Both historically and currently, the Juntas Generales of Biscay are based in Gernika-Lumo, at the famous Casa de Juntas. Prior to the abolition of the foral laws and the Juntas Generales of Biscay, the Basque señoríos met under the Oak of Gernika to swear they would respect the ancient laws of Biscay.

Of all historical Juntas Generales, this is perhaps the most widely known and important one as it was in Gernika the Spanish monarchs were required to swear to uphold the Basque freedoms since the incorporation of Biscay and Gipuzkoa into the Kingdom of Castile from 1200 onwards.

=== The modern era ===
The modern Juntas Generales of Biscay were re-instated in 1979 and form a unicameral assembly.
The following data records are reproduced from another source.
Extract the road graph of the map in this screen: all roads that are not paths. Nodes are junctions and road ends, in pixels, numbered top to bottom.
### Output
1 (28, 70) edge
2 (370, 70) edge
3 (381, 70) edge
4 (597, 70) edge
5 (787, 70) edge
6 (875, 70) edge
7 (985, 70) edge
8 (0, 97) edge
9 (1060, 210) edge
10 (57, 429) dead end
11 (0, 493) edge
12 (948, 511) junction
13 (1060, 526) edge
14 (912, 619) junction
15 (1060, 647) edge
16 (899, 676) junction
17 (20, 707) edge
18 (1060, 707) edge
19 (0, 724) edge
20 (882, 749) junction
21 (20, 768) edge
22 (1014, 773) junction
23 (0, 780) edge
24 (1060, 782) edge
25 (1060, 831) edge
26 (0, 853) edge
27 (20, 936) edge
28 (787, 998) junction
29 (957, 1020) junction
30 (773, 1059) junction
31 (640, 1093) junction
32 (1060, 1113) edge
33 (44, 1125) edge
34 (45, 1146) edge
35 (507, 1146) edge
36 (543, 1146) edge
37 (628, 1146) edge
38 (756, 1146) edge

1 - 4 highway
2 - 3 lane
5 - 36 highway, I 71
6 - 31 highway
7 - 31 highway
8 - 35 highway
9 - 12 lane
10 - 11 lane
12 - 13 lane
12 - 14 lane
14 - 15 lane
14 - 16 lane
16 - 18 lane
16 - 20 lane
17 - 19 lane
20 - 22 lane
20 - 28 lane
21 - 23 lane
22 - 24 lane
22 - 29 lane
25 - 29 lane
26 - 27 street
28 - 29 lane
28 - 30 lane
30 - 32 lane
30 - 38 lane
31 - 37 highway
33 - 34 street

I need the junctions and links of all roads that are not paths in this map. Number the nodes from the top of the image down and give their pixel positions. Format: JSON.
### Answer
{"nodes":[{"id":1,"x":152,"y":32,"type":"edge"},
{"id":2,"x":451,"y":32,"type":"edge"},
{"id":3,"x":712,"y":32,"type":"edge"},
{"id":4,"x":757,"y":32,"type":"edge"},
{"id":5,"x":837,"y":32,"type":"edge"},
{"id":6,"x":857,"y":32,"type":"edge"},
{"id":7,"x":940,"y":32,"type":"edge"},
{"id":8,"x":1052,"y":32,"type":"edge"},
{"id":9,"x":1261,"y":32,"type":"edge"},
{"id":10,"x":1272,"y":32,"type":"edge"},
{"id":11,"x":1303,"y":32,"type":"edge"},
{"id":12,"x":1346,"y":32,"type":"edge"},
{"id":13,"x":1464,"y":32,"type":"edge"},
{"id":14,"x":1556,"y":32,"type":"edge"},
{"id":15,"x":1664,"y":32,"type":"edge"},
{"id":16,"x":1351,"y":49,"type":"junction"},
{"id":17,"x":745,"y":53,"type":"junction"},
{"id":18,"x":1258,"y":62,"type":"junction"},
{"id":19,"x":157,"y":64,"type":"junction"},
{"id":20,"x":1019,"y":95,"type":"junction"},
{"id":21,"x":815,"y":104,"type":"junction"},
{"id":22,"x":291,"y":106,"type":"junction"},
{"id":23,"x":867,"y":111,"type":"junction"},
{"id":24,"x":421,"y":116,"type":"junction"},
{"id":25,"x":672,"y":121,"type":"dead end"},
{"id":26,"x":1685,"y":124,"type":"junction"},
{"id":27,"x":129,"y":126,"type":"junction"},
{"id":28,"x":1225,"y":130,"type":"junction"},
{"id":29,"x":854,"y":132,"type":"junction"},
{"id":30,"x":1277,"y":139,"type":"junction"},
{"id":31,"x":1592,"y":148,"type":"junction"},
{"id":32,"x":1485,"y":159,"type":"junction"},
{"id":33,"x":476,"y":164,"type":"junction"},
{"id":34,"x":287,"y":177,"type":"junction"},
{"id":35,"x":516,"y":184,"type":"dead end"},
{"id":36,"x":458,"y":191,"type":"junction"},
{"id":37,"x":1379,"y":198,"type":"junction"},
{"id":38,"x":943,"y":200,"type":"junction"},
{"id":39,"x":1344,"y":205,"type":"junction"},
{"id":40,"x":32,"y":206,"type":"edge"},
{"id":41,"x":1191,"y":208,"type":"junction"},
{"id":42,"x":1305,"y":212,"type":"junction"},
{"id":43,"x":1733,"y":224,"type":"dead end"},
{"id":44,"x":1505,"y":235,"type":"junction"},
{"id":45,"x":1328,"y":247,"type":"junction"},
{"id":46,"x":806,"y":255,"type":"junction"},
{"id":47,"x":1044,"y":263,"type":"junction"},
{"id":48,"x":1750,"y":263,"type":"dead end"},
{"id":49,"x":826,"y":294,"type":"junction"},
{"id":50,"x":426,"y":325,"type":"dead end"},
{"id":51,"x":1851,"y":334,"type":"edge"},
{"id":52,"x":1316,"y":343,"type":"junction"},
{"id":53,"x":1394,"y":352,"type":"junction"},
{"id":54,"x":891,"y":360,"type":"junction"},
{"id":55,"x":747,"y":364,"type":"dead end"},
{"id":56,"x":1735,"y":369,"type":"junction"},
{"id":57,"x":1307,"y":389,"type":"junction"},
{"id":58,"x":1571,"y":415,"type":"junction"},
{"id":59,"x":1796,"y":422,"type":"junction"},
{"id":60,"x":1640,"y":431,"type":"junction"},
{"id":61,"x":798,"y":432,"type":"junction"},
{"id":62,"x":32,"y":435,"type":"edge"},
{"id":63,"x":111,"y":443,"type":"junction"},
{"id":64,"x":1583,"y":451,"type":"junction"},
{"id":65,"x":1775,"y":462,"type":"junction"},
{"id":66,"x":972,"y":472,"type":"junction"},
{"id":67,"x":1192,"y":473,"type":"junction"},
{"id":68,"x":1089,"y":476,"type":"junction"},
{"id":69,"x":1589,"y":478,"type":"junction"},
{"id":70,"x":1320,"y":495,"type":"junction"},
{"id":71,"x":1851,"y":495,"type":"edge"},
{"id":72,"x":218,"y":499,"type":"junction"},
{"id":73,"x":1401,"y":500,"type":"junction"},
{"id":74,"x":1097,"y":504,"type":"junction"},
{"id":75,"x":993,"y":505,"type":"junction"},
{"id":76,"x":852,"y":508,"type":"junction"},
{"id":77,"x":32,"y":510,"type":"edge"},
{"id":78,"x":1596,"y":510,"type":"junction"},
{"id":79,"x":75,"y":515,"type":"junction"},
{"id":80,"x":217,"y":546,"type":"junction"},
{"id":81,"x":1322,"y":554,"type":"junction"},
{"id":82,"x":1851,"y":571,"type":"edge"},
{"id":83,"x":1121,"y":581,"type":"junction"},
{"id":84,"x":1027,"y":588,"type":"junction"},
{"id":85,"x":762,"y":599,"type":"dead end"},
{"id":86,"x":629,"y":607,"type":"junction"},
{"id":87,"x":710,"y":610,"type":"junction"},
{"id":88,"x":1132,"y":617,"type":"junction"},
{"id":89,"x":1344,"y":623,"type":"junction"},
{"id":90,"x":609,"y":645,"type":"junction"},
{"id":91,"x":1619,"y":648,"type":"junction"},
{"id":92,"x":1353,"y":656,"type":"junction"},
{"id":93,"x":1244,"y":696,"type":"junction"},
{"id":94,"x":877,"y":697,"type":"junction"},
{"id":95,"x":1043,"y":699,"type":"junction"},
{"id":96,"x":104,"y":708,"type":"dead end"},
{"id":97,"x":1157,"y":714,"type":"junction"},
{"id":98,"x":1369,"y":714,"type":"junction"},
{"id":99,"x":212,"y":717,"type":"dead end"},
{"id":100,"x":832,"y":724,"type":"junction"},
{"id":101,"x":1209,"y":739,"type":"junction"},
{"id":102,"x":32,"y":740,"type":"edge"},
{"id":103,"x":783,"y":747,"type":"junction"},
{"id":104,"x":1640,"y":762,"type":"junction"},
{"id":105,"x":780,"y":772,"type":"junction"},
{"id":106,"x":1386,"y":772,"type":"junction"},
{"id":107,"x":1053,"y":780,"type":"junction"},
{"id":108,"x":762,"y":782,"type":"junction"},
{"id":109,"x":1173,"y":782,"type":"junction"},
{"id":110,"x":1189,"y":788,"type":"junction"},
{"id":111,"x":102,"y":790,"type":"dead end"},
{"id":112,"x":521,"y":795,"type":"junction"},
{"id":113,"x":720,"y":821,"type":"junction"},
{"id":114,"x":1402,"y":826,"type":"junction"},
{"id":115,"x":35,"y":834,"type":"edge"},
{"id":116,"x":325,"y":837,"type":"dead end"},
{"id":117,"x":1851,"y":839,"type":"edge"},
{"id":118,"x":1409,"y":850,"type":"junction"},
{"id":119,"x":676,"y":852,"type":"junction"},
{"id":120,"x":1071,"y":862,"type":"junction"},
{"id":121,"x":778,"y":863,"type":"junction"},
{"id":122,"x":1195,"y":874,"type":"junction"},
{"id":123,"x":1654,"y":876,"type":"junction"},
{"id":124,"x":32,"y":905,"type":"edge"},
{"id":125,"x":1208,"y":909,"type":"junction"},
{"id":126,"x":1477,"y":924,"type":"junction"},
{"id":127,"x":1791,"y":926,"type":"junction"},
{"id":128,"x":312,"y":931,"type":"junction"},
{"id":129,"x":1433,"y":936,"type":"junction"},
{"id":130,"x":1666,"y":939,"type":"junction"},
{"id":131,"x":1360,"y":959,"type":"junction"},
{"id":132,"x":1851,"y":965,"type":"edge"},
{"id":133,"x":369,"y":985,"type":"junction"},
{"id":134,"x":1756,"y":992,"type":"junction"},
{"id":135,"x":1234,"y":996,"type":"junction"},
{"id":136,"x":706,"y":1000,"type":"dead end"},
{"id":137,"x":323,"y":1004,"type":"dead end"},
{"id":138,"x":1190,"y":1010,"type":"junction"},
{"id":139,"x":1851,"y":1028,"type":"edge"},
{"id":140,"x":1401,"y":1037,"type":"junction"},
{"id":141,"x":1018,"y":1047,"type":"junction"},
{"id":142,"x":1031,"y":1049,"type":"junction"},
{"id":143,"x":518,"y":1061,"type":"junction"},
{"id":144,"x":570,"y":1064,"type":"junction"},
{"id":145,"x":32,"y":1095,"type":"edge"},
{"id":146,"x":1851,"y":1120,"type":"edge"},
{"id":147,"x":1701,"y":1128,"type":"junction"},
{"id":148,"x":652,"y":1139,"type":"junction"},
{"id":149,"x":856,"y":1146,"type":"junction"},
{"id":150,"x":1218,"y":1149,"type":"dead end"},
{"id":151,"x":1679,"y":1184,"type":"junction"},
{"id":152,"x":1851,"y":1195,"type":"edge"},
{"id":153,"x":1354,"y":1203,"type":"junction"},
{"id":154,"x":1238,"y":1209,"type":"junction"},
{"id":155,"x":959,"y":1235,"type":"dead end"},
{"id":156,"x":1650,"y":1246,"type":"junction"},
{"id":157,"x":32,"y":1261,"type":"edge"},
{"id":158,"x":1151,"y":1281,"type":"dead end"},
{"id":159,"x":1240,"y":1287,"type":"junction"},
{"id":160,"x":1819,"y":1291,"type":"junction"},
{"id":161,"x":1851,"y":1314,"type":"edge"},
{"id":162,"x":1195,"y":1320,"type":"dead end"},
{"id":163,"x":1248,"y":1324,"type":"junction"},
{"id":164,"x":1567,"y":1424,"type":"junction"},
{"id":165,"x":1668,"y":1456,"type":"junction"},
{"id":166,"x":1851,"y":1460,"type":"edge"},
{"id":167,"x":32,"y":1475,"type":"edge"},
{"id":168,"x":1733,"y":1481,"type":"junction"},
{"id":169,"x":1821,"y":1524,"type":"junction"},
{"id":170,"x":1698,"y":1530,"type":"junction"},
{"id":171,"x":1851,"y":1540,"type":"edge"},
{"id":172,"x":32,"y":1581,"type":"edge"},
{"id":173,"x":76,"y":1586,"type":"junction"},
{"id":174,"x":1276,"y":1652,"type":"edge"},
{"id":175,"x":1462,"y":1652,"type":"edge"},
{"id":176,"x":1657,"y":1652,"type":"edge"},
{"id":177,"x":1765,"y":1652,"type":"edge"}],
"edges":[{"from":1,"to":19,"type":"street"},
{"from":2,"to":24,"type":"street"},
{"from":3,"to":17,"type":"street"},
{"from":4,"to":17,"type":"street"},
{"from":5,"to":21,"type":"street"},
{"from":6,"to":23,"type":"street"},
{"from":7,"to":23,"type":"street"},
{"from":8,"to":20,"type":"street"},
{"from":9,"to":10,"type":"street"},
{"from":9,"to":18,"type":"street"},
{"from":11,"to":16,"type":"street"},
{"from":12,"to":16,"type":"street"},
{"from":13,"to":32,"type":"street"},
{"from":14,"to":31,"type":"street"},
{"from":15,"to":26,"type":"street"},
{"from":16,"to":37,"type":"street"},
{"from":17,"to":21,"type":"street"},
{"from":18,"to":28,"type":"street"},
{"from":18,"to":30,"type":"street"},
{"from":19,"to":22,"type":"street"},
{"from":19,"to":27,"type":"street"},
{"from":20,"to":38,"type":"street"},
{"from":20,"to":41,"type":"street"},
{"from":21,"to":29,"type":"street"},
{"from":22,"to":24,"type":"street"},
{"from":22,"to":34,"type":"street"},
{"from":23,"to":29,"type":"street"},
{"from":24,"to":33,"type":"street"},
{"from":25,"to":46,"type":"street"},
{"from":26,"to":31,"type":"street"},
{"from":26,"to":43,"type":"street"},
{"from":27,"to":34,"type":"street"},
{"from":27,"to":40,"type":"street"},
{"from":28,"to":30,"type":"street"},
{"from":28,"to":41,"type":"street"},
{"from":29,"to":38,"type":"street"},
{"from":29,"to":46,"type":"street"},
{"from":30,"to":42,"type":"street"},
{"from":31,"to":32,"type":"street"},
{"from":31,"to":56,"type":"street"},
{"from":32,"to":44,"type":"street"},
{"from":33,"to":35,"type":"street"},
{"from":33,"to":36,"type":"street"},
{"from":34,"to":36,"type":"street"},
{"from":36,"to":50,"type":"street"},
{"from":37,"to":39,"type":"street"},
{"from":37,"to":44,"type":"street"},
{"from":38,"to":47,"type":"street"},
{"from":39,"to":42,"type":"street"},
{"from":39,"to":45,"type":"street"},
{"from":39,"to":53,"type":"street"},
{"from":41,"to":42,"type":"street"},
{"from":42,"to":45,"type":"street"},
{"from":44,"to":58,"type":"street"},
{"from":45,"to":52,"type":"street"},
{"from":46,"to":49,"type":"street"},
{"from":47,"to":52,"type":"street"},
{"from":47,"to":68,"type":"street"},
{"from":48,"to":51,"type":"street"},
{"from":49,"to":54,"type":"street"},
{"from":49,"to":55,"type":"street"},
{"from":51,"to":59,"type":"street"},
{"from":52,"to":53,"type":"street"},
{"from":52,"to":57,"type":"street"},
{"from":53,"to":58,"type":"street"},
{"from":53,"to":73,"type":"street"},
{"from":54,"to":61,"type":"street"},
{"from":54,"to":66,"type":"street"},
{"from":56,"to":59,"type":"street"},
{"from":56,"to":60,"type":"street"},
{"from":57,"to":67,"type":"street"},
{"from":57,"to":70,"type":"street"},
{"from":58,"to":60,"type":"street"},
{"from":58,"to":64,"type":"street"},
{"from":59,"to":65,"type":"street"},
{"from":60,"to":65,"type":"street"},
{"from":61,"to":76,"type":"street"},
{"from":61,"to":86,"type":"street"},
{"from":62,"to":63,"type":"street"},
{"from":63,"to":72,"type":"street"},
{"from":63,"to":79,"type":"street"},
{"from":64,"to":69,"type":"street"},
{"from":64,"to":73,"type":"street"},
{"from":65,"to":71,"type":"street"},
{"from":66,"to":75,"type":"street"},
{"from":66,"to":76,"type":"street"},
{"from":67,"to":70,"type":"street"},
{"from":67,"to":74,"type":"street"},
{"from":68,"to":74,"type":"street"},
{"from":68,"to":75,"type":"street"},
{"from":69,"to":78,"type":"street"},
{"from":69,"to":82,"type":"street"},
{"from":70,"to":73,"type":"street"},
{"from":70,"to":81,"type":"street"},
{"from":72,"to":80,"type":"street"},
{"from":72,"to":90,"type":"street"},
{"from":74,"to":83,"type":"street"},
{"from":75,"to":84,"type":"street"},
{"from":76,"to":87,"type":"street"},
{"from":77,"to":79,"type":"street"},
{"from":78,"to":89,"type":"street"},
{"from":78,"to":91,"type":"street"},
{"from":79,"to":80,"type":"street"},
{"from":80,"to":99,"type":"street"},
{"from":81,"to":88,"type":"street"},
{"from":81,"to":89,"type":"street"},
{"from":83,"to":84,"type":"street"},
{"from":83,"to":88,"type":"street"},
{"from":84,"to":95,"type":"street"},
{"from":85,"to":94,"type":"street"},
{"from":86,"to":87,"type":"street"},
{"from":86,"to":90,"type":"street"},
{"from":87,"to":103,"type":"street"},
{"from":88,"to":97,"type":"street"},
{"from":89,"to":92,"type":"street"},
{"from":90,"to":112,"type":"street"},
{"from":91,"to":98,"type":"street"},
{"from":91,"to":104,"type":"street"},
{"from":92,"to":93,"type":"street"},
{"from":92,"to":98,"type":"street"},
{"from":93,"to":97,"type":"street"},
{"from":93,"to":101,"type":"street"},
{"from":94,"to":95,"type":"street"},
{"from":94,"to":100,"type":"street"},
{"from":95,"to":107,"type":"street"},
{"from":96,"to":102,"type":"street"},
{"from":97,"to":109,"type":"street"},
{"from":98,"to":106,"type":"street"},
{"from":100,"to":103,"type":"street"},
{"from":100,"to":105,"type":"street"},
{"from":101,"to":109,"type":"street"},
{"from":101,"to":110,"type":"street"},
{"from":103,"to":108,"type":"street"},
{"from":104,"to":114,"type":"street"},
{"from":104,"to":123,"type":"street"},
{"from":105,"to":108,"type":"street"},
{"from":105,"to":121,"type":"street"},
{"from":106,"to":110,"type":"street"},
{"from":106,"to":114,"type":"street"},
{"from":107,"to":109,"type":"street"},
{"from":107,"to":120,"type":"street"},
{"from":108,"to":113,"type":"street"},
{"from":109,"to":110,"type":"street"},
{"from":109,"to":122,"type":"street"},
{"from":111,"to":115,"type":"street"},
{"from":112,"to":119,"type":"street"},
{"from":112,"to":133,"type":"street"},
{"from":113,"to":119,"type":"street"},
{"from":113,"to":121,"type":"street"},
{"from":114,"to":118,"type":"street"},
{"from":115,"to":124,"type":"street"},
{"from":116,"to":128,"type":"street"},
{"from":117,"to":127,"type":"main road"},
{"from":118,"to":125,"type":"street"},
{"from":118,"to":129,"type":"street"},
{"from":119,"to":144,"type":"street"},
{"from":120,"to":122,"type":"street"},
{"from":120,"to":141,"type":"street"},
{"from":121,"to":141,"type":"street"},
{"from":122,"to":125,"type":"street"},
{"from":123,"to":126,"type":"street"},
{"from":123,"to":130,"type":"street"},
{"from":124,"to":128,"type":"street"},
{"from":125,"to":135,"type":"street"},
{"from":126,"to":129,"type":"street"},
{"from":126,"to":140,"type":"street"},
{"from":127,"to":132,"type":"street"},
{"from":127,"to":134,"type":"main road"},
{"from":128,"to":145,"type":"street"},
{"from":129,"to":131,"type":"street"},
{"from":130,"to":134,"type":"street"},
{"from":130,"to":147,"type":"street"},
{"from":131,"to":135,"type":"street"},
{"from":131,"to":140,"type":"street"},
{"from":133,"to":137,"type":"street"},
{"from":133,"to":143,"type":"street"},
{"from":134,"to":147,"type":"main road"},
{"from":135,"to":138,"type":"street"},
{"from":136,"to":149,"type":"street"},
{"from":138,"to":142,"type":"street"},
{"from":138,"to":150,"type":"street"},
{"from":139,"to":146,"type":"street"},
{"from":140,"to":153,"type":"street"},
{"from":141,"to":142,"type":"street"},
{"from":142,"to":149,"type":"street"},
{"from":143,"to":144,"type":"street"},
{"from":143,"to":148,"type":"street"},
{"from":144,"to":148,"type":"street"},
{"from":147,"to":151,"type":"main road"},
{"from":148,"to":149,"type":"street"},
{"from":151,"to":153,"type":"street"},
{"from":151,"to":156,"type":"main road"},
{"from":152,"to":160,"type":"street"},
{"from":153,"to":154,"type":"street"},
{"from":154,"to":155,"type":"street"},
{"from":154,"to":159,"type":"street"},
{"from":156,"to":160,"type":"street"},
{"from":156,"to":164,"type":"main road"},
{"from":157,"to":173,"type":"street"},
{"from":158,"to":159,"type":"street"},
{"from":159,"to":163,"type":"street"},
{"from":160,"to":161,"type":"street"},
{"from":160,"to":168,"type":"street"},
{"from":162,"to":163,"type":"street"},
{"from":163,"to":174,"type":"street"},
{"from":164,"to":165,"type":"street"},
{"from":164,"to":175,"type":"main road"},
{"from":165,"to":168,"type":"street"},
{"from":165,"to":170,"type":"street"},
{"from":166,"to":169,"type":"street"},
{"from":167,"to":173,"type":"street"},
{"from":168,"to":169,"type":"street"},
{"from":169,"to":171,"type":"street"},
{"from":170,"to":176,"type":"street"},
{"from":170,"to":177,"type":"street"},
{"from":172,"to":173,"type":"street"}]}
Its 51 (90 in 1979 only) members, the batzarkideak (in Basque) or apoderados (in Spanish), are elected by the people of Biscay every four years alongside the municipal elections.

Their duties are to:
- form the Provincial Council of Biscay (the Diputación Foral de Vizcaya (Spanish)/Bizkaiko Foru Aldundia (Basque)
- to elect a president
- to develop the foral laws of Biscay
- to administer the province's budget

The party political composition since 1979 has been as follows:

| | 1979 | 1983 | 1987 | 1991 | 1995 | 1999 | 2003 | 2007 | 2011 | 2015 | 2019 | 2023 |
| EAJ-PNV | 40 | 26 | 16 | 21 | 20 | 17 | 22 | 23 | 22 | 23 | 25 | 23 |
| EH Bildu / Bildu | | | | | | | | | 12 | 11 | 10 | 15 |
| PSE-EE | 14 | 13 | 12 | 12 | 10 | 10 | 11 | 14 | 9 | 7 | 8 | 8 |
| PP / AP | — | 4 | 1 | 4 | 9 | 10 | 10 | 8 | 8 | 4 | 2 | 3 |
| Elkarrekin Bizkaia / Podemos | | | | | | | | | | 6 | 6 | 2 |
| EB-B / EPK | 3 | — | — | — | 4 | 1 | 3 | 3 | — | | | |
| Aralar | | | | | | | — | 1 | — | | | |
| EA | | | 7 | 4 | 1 | 4 | 5 | 1 | | | | |
| ANV / EH / HB | 19 | 6 | 10 | 8 | 5 | 9 | — | 1 | | | | |
| ICV-EHE | | | | | 2 | — | | | | | | |
| EE | 4 | 2 | 4 | 2 | | | | | | | | |
| CDS / UCD | 10 | — | 1 | | | | | | | | | |
| Total | 90 | 51 | 51 | 51 | 51 | 51 | 51 | 51 | 51 | 51 | 51 | 51 |

^{1}Since the 1995 elections the EE has been part of the PSE (PSOE).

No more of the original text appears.